The social aspect of Lulu's beauty and the impact of her past lead to her death. This is the nucleus of this drama and Decker recognized it wonderfully. He succeeded in preserving the ambiguity of this play/opera: it is never clear whether it is a tragedy, or an ode to the freedom of women.

To make this show a total treat, the music was at the highest level imaginable in the world today. The Paris Opera orchestra performed this Berg in a highly lyric way and, just like in Tannhäuser, the result is peculiar and to me wonderful. Michael Schønwandt was very focused, and visibly enjoyed himself conducting.
The cast was knock-out. You could hardly imagine any better than this.  Laura Aikin is a stunning Lulu.  Many thought Christine Schäfer killed Lulu by her smashing performance in the Graham Vick production that you can see on DVD (compulsory viewing!) Laura Aikin is the Lulu of our time. She proves it time and time again (see her Lulu on DVD - Zurich production) In this show, she shows all she's got. She is a superb actress. She incarnates the characters wonderfully (experience shows), and she sings it magnificently, which is not an easy thing to do in a huge hall of the Opéra Bastille.  Also wonderful was Jennifer Larmore, one of those singers who is a true artist. She is a superb Rossini mezzo voice who excels in baroque, and who push the boundaries by this riveting Geschwitz, while preparing to sing Lady Macbeth in Geneva. Each role she takes, she makes it special. Among men, the most impressive was  Marlin Miller, a phenomenal tenor with that rare combination of beautiful, sunny, and powerful voice, who flies on the stage -- a total vocal and scenic engagement that were eventually rewarded by the loudest rounds applauses from the public. I was glad to see Scott Wilde among performers. He has the power, stamina, and the voice for the role of an Athlete. One of the most famous Wozzeck, Franz Grundheber was brilliant as usual, and Kurt Streit, Robert Wörle, Andrea Hill, and Wolfgang Schöne completed the formidable cast in which every singer was beyond reproach.

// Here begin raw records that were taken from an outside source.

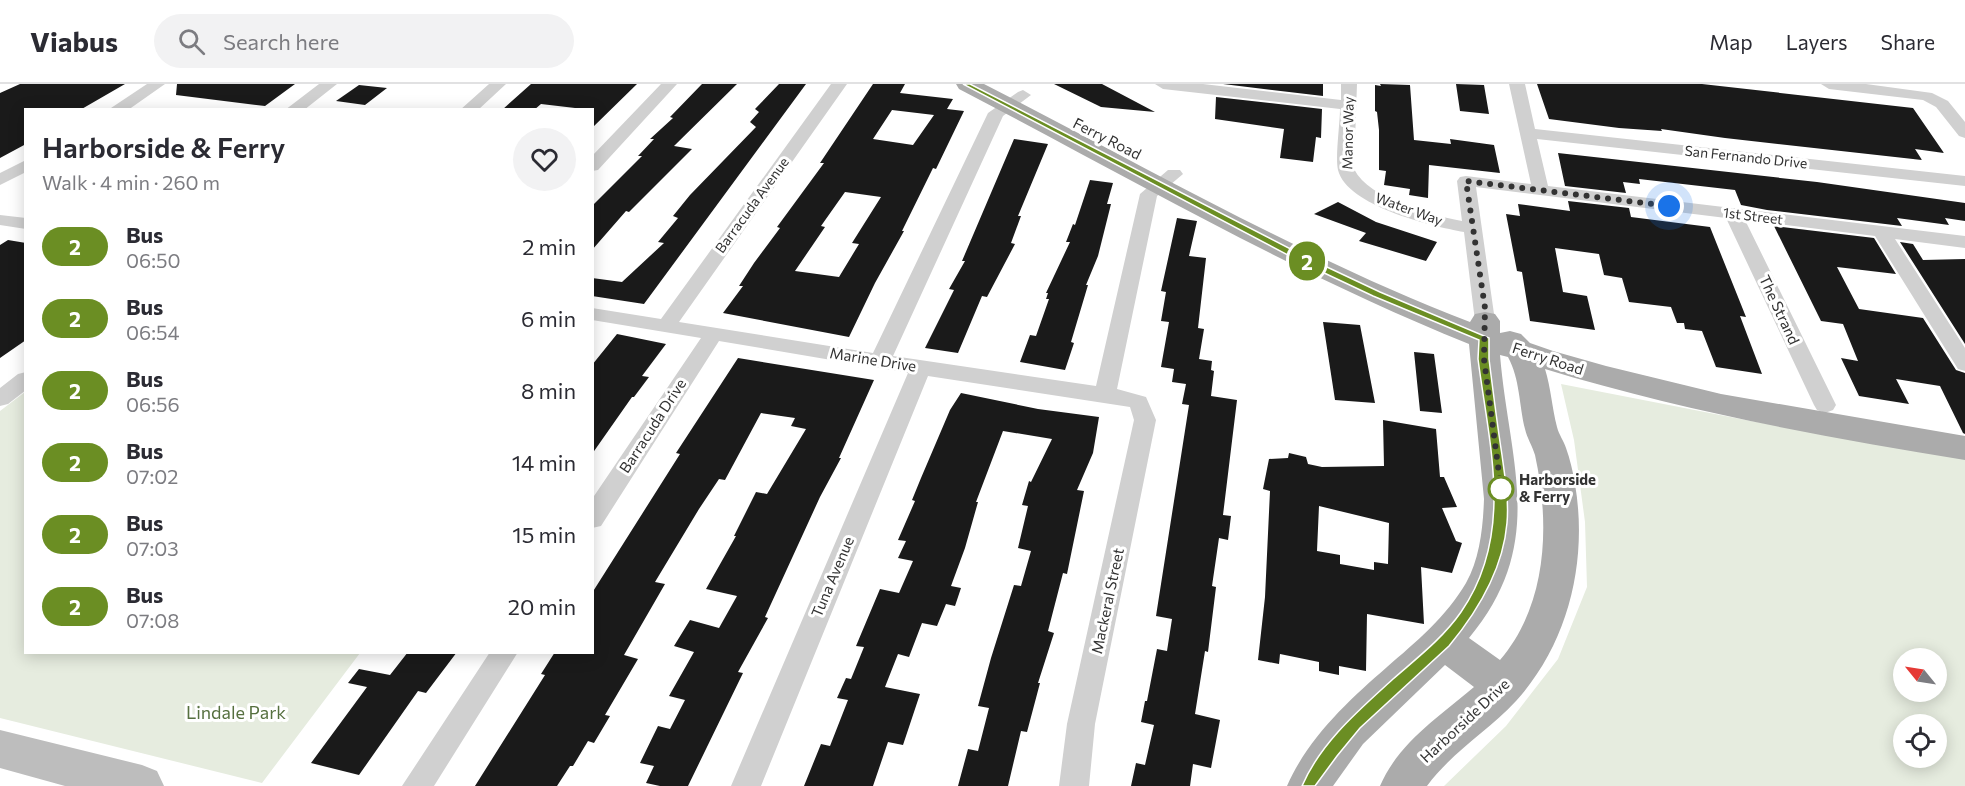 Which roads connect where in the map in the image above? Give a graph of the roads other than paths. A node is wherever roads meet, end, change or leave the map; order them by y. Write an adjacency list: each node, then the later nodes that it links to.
1 (157, 84): 13 (street)
2 (329, 84): 14 (street)
3 (498, 84): 15 (street)
4 (669, 84): 18 (street)
5 (839, 84): 32 (street, Barracuda Avenue)
6 (967, 84): 11 (main road, Ferry Road)
7 (1162, 84): 12 (street)
8 (1349, 84): 12 (street, Manor Way)
9 (1517, 84): 16 (street)
10 (1829, 84): 17 (street)
11 (1010, 95): 20 (main road, Ferry Road); 36 (street)
12 (1348, 105): 22 (street, Manor Way)
13 (119, 108)
14 (296, 108)
15 (470, 108)
16 (1528, 133): 23 (street, San Fernando Drive); 24 (street)
17 (1965, 133)
18 (594, 164)
19 (24, 166): 21 (street)
20 (1167, 179): 33 (main road, Ferry Road); 40 (street)
21 (0, 180)
22 (1350, 181): 28 (street, Water Way)
23 (1965, 181)
24 (1541, 191): 25 (street, 1st Street); 28 (street, 1st Street)
25 (1733, 214): 29 (street, 1st Street); 42 (street, The Strand)
26 (0, 220): 27 (street)
27 (24, 224)
28 (1472, 228): 33 (street)
29 (1881, 232): 30 (street, 1st Street); 37 (street)
30 (1965, 242)
31 (594, 314): 32 (street, Marine Drive)
32 (666, 326): 34 (street, Marine Drive)
33 (1484, 330): 35 (main road); 42 (main road, Ferry Road); 47 (main road)
34 (714, 334): 36 (street, Marine Drive); 46 (street, Barracuda Drive)
35 (1522, 351): 45 (main road, Ferry Road); 49 (main road, Harborside Drive)
36 (880, 361): 38 (street, Marine Drive)
37 (1965, 364)
38 (921, 368): 40 (street, Marine Drive); 53 (street, Tuna Avenue)
39 (24, 381): 41 (street)
40 (1105, 395): 43 (street, Marine Drive)
41 (0, 399)
42 (1825, 405): 44 (main road, Ferry Road)
43 (1145, 416): 54 (street, Mackeral Street)
44 (1965, 427)
45 (1965, 448)
46 (594, 516)
47 (1444, 642): 49 (main road); 55 (main road)
48 (504, 654): 52 (street)
49 (1504, 686): 56 (main road, Harborside Drive)
50 (0, 749): 51 (street)
51 (142, 786)
52 (417, 786)
53 (746, 786)
54 (1074, 786)
55 (1310, 786)
56 (1402, 786) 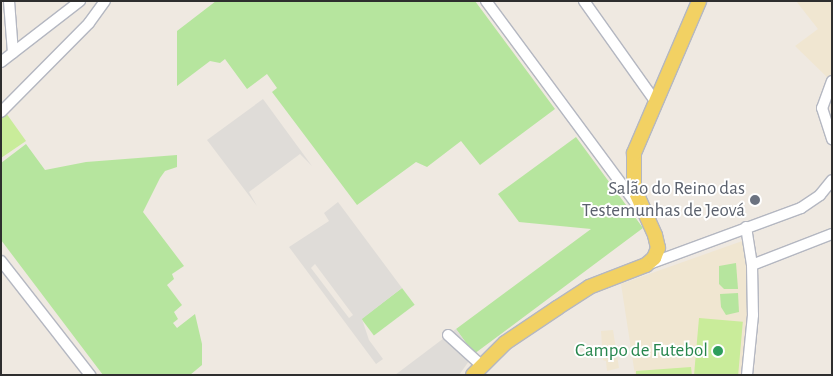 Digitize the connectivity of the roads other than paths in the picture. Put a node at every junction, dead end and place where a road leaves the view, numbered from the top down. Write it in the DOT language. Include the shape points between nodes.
graph roads {
  1 [pos="9,1"];
  2 [pos="80,1"];
  3 [pos="105,1"];
  4 [pos="486,1"];
  5 [pos="584,1"];
  6 [pos="698,1"];
  7 [pos="13,53"];
  8 [pos="1,62"];
  9 [pos="832,81"];
  10 [pos="655,101"];
  11 [pos="1,112"];
  12 [pos="832,139"];
  13 [pos="832,180"];
  14 [pos="648,219"];
  15 [pos="746,228"];
  16 [pos="832,234"];
  17 [pos="1,261"];
  18 [pos="646,265"];
  19 [pos="752,265"];
  20 [pos="448,335"];
  21 [pos="477,370"];
  22 [pos="90,375"];
  23 [pos="748,375"];
  1 -- 7 [label="street"];
  2 -- 7 [label="street"];
  3 -- 11 [label="street" via="90,23"];
  4 -- 14 [label="street"];
  5 -- 10 [label="street"];
  6 -- 10 [label="main road"];
  7 -- 8 [label="street"];
  9 -- 12 [label="street" via="822,108"];
  10 -- 14 [label="main road" via="638,140 632,168 634,188"];
  13 -- 15 [label="street" via="811,203"];
  14 -- 18 [label="main road" via="658,248"];
  15 -- 18 [label="street"];
  15 -- 19 [label="street"];
  16 -- 19 [label="street"];
  17 -- 22 [label="street"];
  18 -- 21 [label="main road" via="589,287 511,339"];
  19 -- 23 [label="street" via="753,315"];
  20 -- 21 [label="street"];
}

Very scarce production photos [all ©Opéra National de Paris]:

Marlin Miller and Wolfgang Schöne

Lulu and the creeps above

Alwa and Lulu

Video excerpt of the final scene can be found on this link.

My post-show photos:

The most amazing Laura Aikin as Lulu

Wonderful chorus members -- this is how the stage looks like in the last act

Johannes Koegel-Dorfs (Doctor/Prof), Robert Wörle (Marquis), and  Franz Grundheber (Schigolch)

Marlin Miller (Painter/Blackman), and Andrea Hill (Ein Groom)

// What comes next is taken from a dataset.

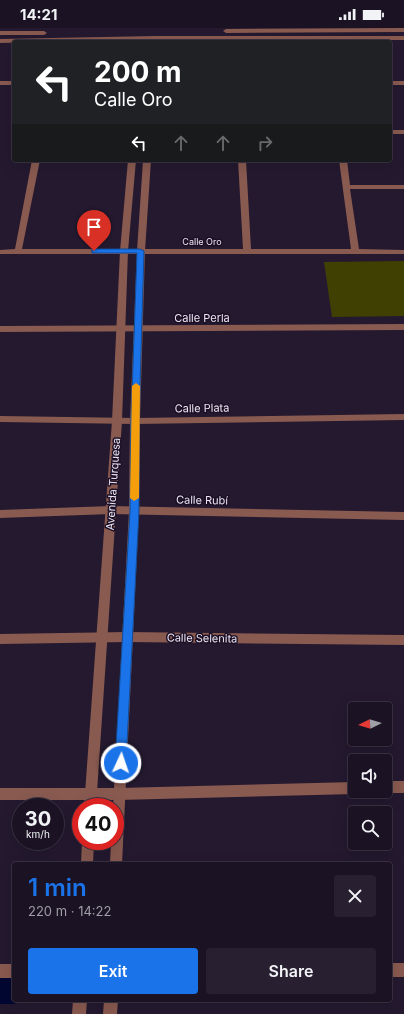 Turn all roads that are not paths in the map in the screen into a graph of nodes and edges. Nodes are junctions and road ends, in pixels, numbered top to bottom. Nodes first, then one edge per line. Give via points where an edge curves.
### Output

Franz Grundheber and Scott Wilde

Jennifer Larmore and Marlin Miller

Laura Aikin, Wolfgang Schöne, and Jennifer Larmore

Lulu and Maestro Schønwandt

It was about the time for the main entrance to Opéra Bastille to be finally opened, and that was a weird experience. Extra weird was to see a group of Cuban people protesting against the Obama Administration, and demanding the liberation of The Cuban Five... That was really weird!